**Task details**
Output the line that contains "index pip: (205, 83)" and each line after it in the listing, exactly as they appear, through the very last line.

**Stored data**
——

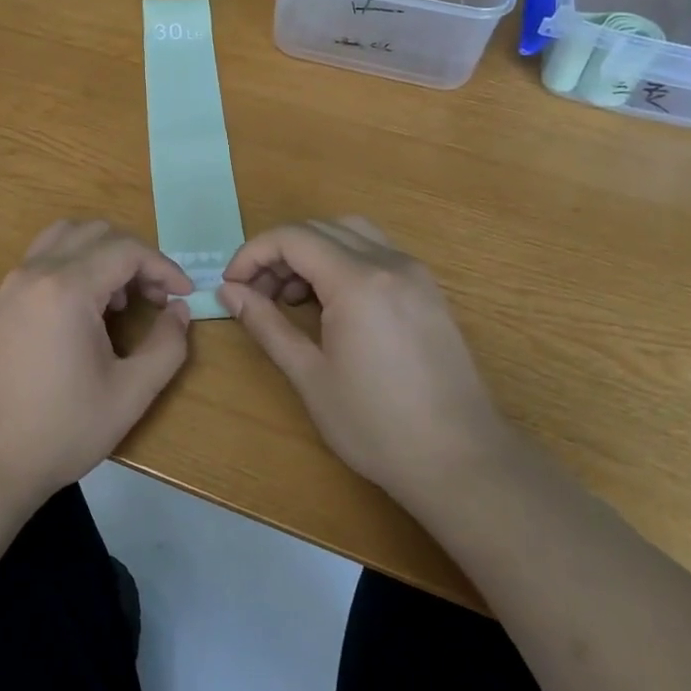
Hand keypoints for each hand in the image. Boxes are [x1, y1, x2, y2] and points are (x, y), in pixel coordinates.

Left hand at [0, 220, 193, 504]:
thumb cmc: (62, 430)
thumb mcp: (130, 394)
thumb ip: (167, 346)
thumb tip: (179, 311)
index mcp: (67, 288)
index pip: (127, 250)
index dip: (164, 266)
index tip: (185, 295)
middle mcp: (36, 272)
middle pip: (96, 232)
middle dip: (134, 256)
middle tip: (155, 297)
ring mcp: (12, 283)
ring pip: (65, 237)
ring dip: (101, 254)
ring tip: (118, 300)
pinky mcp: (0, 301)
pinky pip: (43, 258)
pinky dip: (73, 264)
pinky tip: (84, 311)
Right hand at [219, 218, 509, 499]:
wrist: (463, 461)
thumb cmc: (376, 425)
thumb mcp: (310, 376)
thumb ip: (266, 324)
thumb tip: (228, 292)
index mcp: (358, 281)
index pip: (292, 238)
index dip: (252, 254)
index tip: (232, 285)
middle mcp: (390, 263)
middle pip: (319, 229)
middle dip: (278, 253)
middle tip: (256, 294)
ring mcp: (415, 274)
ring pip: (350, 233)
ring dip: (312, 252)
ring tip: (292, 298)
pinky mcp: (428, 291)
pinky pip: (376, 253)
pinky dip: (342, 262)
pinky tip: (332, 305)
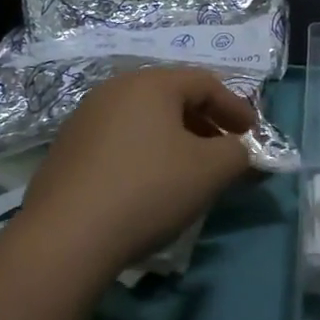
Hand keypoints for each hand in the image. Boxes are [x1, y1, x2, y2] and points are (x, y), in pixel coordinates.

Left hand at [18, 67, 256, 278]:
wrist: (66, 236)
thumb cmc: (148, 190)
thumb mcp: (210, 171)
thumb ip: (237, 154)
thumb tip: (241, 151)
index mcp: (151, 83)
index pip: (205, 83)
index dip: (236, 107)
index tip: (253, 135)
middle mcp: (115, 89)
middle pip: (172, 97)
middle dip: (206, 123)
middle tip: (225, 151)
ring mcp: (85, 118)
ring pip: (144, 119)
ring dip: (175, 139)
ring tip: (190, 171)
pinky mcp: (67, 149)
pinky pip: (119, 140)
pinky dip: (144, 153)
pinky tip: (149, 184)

——

**Answer to this exercise**
index pip: (205, 83)
index dip: (236, 107)
index tip: (253, 135)
middle mcp: (115, 89)
middle pip: (172, 97)
middle dip: (206, 123)
middle tip: (225, 151)
ring mcp: (85, 118)
ring pip: (144, 119)
ring dip: (175, 139)
ring tip: (190, 171)
pinky mcp: (67, 149)
pinky pip: (119, 140)
pinky dip: (144, 153)
pinky tip: (149, 184)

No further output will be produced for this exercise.